Tuesday, October 15, 2013

Found the image thing

Moment 1: The first moment I had in this class was when I learned about the Rhetorical Situation. Until then I only wrote what flowed through my brain trying do the best I could. It was really hit and miss actually. Once I learned about Rhetorical situation, audience, context, and exigence, my writing seemed to have direction and purpose. I could finally arrange my writing through a formula to make it flow and sound better than ever before. I have an analytical mind and understand things best when I can picture a logical process or image about what I’m doing. Bitzer’s triangle is all I ever think about every time I write. It may not come into play when I type flowingly, but it certainly comes into play when I revise. I finally understood what always bugged me about my writing; I could never evaluate. Finally I can evaluate my writing and progress as a writer by practicing writing exigence to an audience with context.

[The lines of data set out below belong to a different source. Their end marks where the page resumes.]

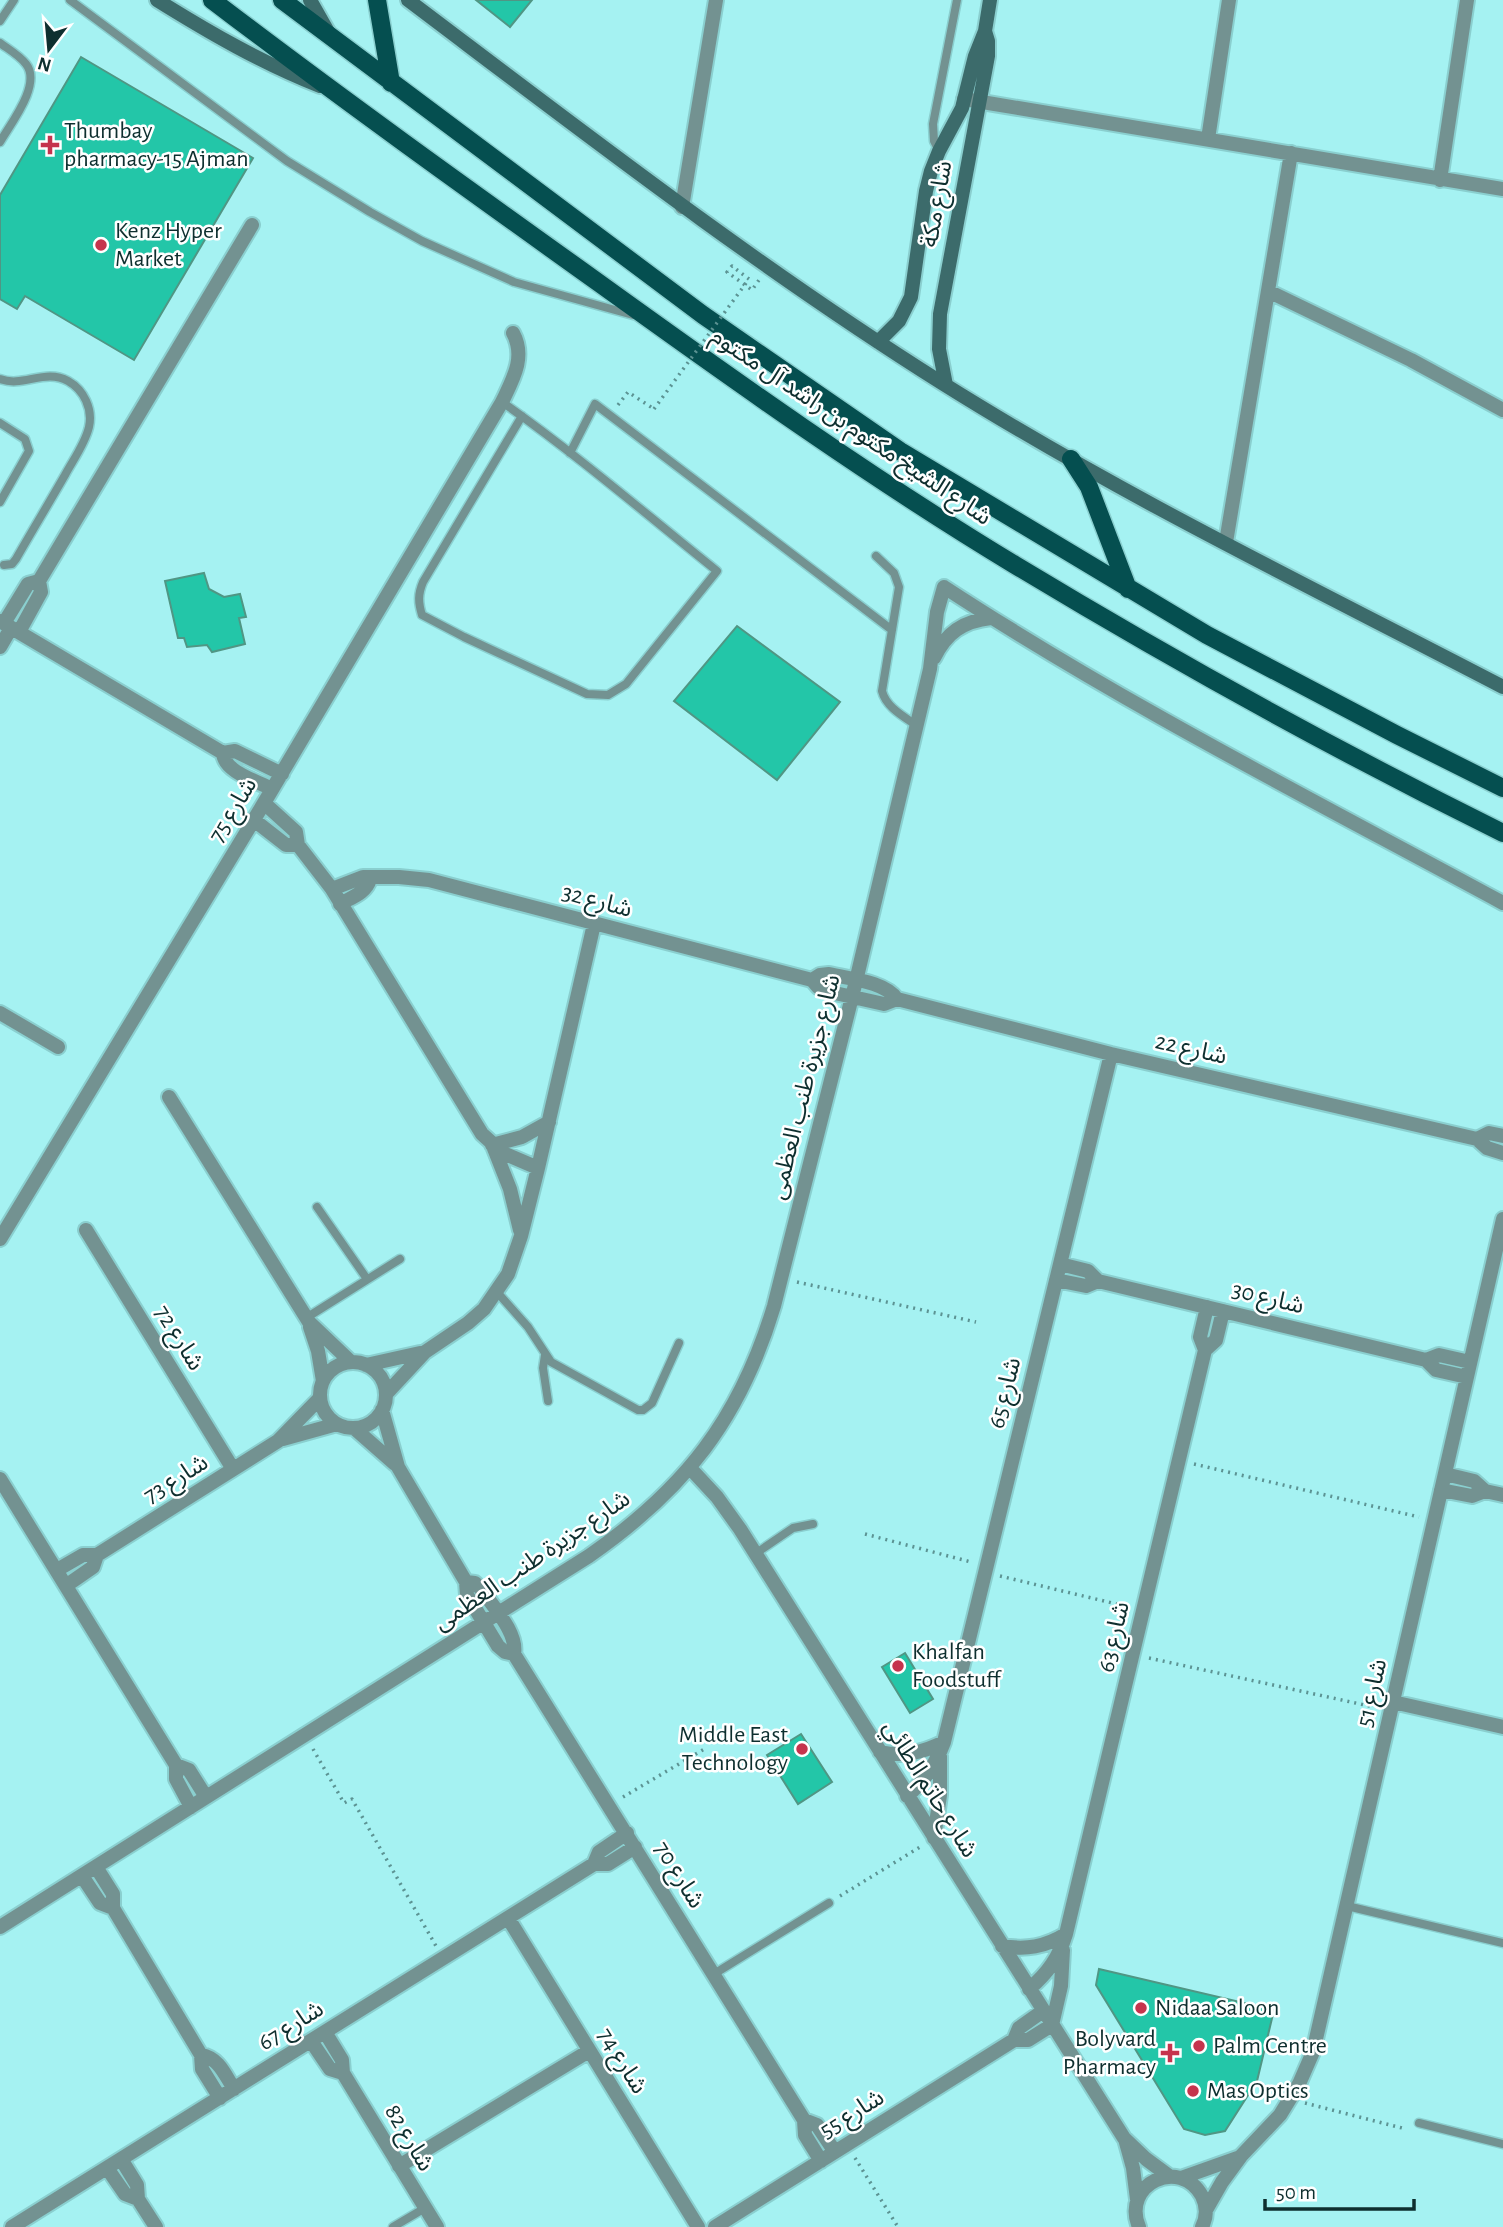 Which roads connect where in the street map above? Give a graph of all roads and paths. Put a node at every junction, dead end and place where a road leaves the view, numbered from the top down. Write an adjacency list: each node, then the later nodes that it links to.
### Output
1 (14, 0): 14 (lane)
2 (70, 0): 30 (lane)
3 (158, 0): 18 (street)
4 (212, 0): 18 (main road, شارع الشيخ مكتوم بن راشد آل مكتوم)
5 (282, 0): 15 (main road, شارع الشيخ مكتوم بن راشد آل مكتوم)
6 (310, 0): 15 (street)
7 (377, 0): 17 (main road)
8 (408, 0): 26 (street)
9 (716, 0): 26 (street)
10 (957, 0): 22 (lane)
11 (990, 0): 19 (street, شارع مكة)
12 (1229, 0): 20 (street)
13 (1467, 0): 24 (street)
14 (0, 21)
15 (331, 38): 17 (main road, شارع الشيخ مكتوم بن راشد آل مكتوم)
16 (0, 43): 21 (lane)
17 (391, 83): 46 (main road, شارع الشيخ مكتوم بن راشد آل مكتوم)
18 (328, 89): 30 (main road, شارع الشيخ مكتوم بن راشد آل مكتوم)
19 (971, 100): 20 (street); 22 (street, شارع مكة); 34 (street, شارع مكة)
20 (1208, 139): 23 (street)
21 (0, 142)
22 (939, 151): 32 (street, شارع مكة)
23 (1291, 153): 24 (street); 29 (street)
24 (1440, 180): 25 (street)
25 (1503, 188)
26 (682, 207): 32 (street)
27 (252, 225): 48 (street)
28 (752, 290): 35 (path, bridge)
29 (1268, 291): 37 (street); 43 (street)
30 (650, 320): 60 (main road, شارع الشيخ مكتوم بن راشد آل مكتوم)
31 (513, 333): 36 (street, شارع 75)
32 (878, 342): 34 (street)
33 (0, 379): 45 (lane)
34 (946, 385): 41 (street)
35 (628, 392)
36 (502, 402): 38 (lane); 55 (street, شارع 75)
37 (1503, 410)
38 (522, 416): 40 (lane); 40 (lane)
39 (0, 423): 42 (lane)
40 (570, 453): 49 (lane)
41 (1071, 459): 43 (street); 46 (main road)
42 (0, 502)
43 (1226, 542): 52 (street)
44 (876, 556): 49 (lane)
45 (4, 565)
46 (1128, 589): 56 (main road, شارع الشيخ مكتوم بن راشد آل مكتوم)
47 (991, 618): 51 (street, شارع جزيرة طنب العظمى); 51 (street, شارع جزيرة طنب العظمى); 64 (street)
48 (9, 626): 50 (street); 54 (street)
49 (892, 631): 53 (lane)
50 (0, 647)
51 (930, 669): 53 (street, شارع جزيرة طنب العظمى)
52 (1503, 687)
53 (916, 725): 68 (street, شارع جزيرة طنب العظمى)
54 (223, 753): 55 (street); 57 (street)
55 (282, 774): 57 (street, شارع 75)
56 (1503, 788)
57 (272, 789): 58 (street, شارع 75)
58 (264, 803): 59 (street, شارع 75); 61 (street)
59 (254, 820): 61 (street); 85 (street, شارع 75)
60 (1503, 833)
61 (298, 845): 63 (street)
62 (370, 879): 63 (street, شارع 32); 65 (street); 66 (street, شارع 32)
63 (332, 889): 65 (street)
64 (1503, 903)
65 (340, 904): 78 (street)
66 (594, 924): 67 (street, شارع 32); 75 (street)
67 (812, 980): 68 (street, شارع 32); 69 (street, شارع 32)
68 (856, 981): 69 (street, شارع جزيرة طنب العظمى); 70 (street, شارع 22)
69 (852, 997): 70 (street, شارع 22); 88 (street, شارع جزيرة طنب العظمى)
70 (897, 999): 73 (street, شارع 22)
71 (0, 1013): 72 (street)
72 (58, 1047)
73 (1111, 1054): 77 (street, شارع 22); 87 (street, شارع 65)
74 (169, 1097): 95 (street)
75 (549, 1122): 78 (street); 80 (street)
76 (1503, 1136): 77 (street, شارع 22)
77 (1477, 1139): 79 (street, شارع 22)
78 (492, 1145): 80 (street); 84 (street)
79 (1503, 1153)
80 (538, 1168): 84 (street)
81 (317, 1206): 89 (lane)
82 (1503, 1219): 103 (street, شارع 51)
83 (86, 1230): 117 (street, شارع 72)
84 (521, 1236): 92 (street)
85 (0, 1239)
86 (400, 1259): 89 (lane)
87 (1060, 1264): 90 (street, شارع 65); 91 (street, شارع 30)
88 (780, 1278): 96 (path); 116 (street, شارع جزيرة طنب العظمى)
89 (367, 1279): 95 (lane)
90 (1056, 1280): 91 (street, شارع 30); 128 (street, شارع 65)
91 (1098, 1281): 93 (street, شارع 30)
92 (497, 1292): 99 (street); 100 (lane)
93 (1207, 1307): 94 (street, شارع 30); 98 (street, شارع 63)
94 (1223, 1311): 98 (street, شارع 63); 101 (street, شارع 30)
95 (307, 1320): 102 (street); 106 (street)
96 (976, 1322)
97 (679, 1343): 100 (lane)
98 (1205, 1350): 114 (street, شارع 63)
99 (425, 1352): 104 (street); 107 (street)
100 (545, 1355): 109 (lane)
101 (1426, 1360): 103 (street, شارع 30); 105 (street, شارع 30)
102 (351, 1362): 104 (street); 106 (street)
103 (1471, 1362): 105 (street, شارع 51)
104 (366, 1365): 107 (street)
105 (1467, 1377): 118 (street, شارع 51)
106 (323, 1381): 108 (street)
107 (386, 1394): 110 (street)
108 (320, 1398): 111 (street); 113 (street, شارع 73)
109 (548, 1401)
110 (382, 1410): 112 (street); 115 (street, شارع 70)
111 (337, 1424): 112 (street); 113 (street, شارع 73)
112 (354, 1428): 115 (street, شارع 70)
113 (278, 1441): 117 (street, شارع 73)
114 (1179, 1460): 123 (path); 132 (street, شارع 63)
115 (398, 1467): 130 (street, شارع 70)
116 (690, 1468): 126 (street, شارع حاتم الطائي); 133 (street, شارع جزيرة طنب العظمى)
117 (233, 1469): 127 (street, شارع 73)
118 (1445, 1474): 120 (street, شارع 51); 121 (street)
119 (0, 1479): 129 (street)
120 (1441, 1490): 121 (street); 123 (street, شارع 51)
121 (1485, 1491): 122 (street)
122 (1503, 1495)
123 (1434, 1521): 137 (street, شارع 51)
124 (813, 1524): 126 (lane)
125 (865, 1534): 128 (path)
126 (755, 1554): 142 (street, شارع حاتم الطائي)
127 (97, 1555): 129 (street, شارع 73); 131 (street, شارع 73)
128 (986, 1569): 132 (path); 140 (street, شارع 65)
129 (57, 1570): 131 (street)
130 (466, 1581): 133 (street, شارع 70); 134 (street, شارع 70)
131 (67, 1585): 143 (street)
132 (1143, 1611): 136 (street, شارع 63)
133 (498, 1614): 134 (street, شارع جزيرة طنب العظمى); 135 (street, شارع 70)
134 (484, 1622): 135 (street, شارع 70); 139 (street, شارع جزيرة طنب العظمى)
135 (514, 1654): 146 (street, شارع 70)
136 (1133, 1654): 137 (path); 159 (street, شارع 63)
137 (1392, 1706): 138 (street); 155 (street, شارع 51)
138 (1503, 1727)
139 (304, 1735): 145 (street, شارع جزيرة طنب العظمى); 162 (path)
140 (942, 1747): 142 (street); 144 (street, شارع 65); 149 (street, شارع 65)
141 (706, 1748): 146 (path)
142 (880, 1752): 144 (street, شارع حاتم الطائي)
143 (176, 1765): 145 (street); 147 (street)
144 (907, 1796): 149 (street, شارع حاتم الطائي)
145 (206, 1797): 147 (street, شارع جزيرة طنب العظمى)
146 (609, 1805): 148 (street, شارع 70)
147 (191, 1807): 152 (street, شارع جزيرة طنب العظمى)
148 (627, 1833): 150 (street, شارع 70); 151 (street, شارع 67)
149 (934, 1838): 154 (path); 161 (street, شارع حاتم الطائي)
150 (635, 1847): 151 (street, شارع 67); 163 (street, شارع 70)
151 (594, 1864): 157 (street, شارع 67)
152 (96, 1867): 153 (street, شارع جزيرة طنب العظمى); 156 (street)
153 (82, 1875): 156 (street); 158 (street, شارع جزيرة طنب العظمى)
154 (829, 1903): 163 (lane)
155 (1347, 1906): 160 (lane); 175 (street, شارع 51)
156 (113, 1908): 171 (street)
157 (508, 1918): 162 (street, شارع 67); 170 (street, شارع 74)
158 (0, 1927)
159 (1064, 1940): 161 (street); 164 (street, شارع 63); 166 (street, شارع 63)
160 (1503, 1942)
161 (1002, 1946): 164 (street, شارع حاتم الطائي)
162 (443, 1958): 167 (street, شارع 67)
163 (714, 1974): 176 (street, شارع 70)
164 (1029, 1989): 165 (street, شارع حاتم الطائي)
165 (1043, 2011): 166 (street, شارع حاتم الطائي); 168 (street, شارع 55)
166 (1052, 2025): 168 (street, شارع 55); 178 (street, شارع حاتم الطائي)
167 (325, 2032): 169 (street, شارع 67); 172 (street, شارع 82)
168 (1014, 2040): 180 (street, شارع 55)
169 (311, 2041): 172 (street, شارع 82); 173 (street, شارع 67)
170 (589, 2051): 184 (street); 195 (street, شارع 74)
171 (201, 2055): 173 (street); 174 (street)
172 (343, 2074): 184 (street, شارع 82)
173 (233, 2089): 174 (street, شارع 67)
174 (220, 2098): 182 (street, شارع 67)
175 (1290, 2100): 177 (path); 181 (street, شارع 51)
176 (804, 2120): 180 (street, شارع 70); 183 (street, شارع 70)
177 (1419, 2123): 179 (lane)
178 (1124, 2138): 186 (street, شارع حاتم الطائي); 188 (street, شارع حاتم الطائي)
179 (1503, 2144)
180 (841, 2148): 183 (street, شارع 55); 197 (path)
181 (1241, 2156): 186 (street, شارع 51); 190 (street, شارع 51)
182 (121, 2159): 185 (street, شارع 67); 187 (street)
183 (821, 2161): 196 (street, شارع 55)
184 (399, 2166): 189 (street, شارع 82)
185 (107, 2168): 187 (street); 191 (street, شارع 67)
186 (1175, 2177): 188 (street, شارع 51); 190 (street, شارع حاتم الطائي)
187 (138, 2199): 192 (street)
188 (1136, 2204): 198 (street); 199 (street, شارع حاتم الطائي)
189 (425, 2208): 193 (lane); 194 (street, شارع 82)
190 (1204, 2221)
191 (12, 2227)
192 (156, 2227)
193 (393, 2227)
194 (437, 2227)
195 (698, 2227)
196 (715, 2227)
197 (898, 2227)
198 (1125, 2227)
199 (1139, 2227) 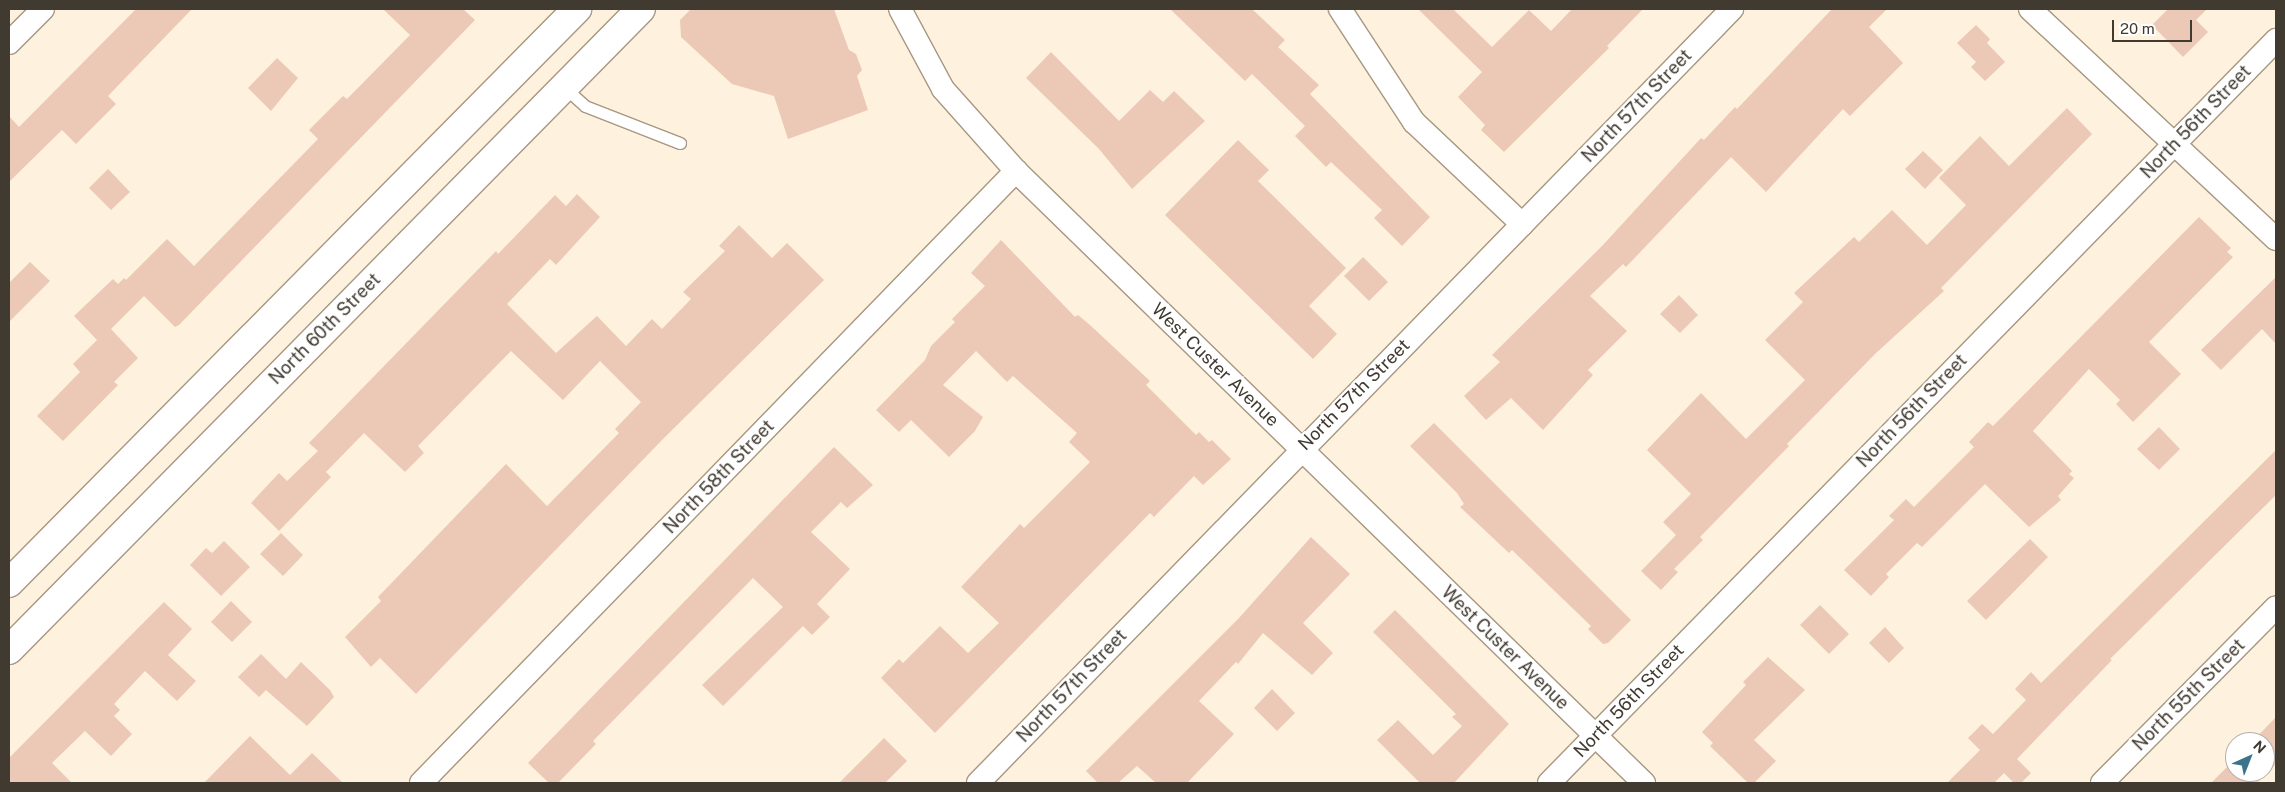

Moment 2: The second moment I had when I was watching a movie at the beginning of the school year. It finally hit me what makes good movies and stores great. Those story lines follow a duality. The first is the main story and is usually action packed and unique, something that catches the reader’s attention. The second is the back story and it usually humanizes and grounds the characters. For example, in Breaking Bad, the show is mainly about a Chemistry teacher who starts cooking the best meth the world has ever seen. The story is crazy, unique, and out of this world, but there is a back story. The teacher has a family, a son and a wife, not to mention his brother and sister in-law. He is the everyday man that we can relate to… only he cooks meth. I realized that the best story has two parts, one subtle and the other extraordinary. From the moment I realized that I have tried to write interesting stories with duality within them. It usually works best with creative work or fiction.


Moment 3: The third moment I had after my first blog. This really wasn’t a moment about how to write better or a writing method, it was more a moment where I learned how to write. I found that I could write some of my best work while writing spontaneously and flowing directly what is in my mind onto a page. This allows me to get all of my thoughts down on paper and then arrange them later with revisions and drafts. It’s the easiest process I’ve ever discovered! I used to take an hour to write 200 words and now I can do it in 5 minutes. This is truly the most useful moment I have ever come across. I can finally write like I speak. My writing is literally the annals of my mind.

2 comments:

  1. I enjoy how your first and third moments contrast. The first is all about how you need to stop and think about what you're writing in order to get all the details down right. And the third shows that you still value spontaneity. You have two contrasting philosophies, which each have a very different impact on how your writing might sound. I also think your concept of multiple stories woven into one is pretty cool. There are a lot of layers to everything, including out best stories.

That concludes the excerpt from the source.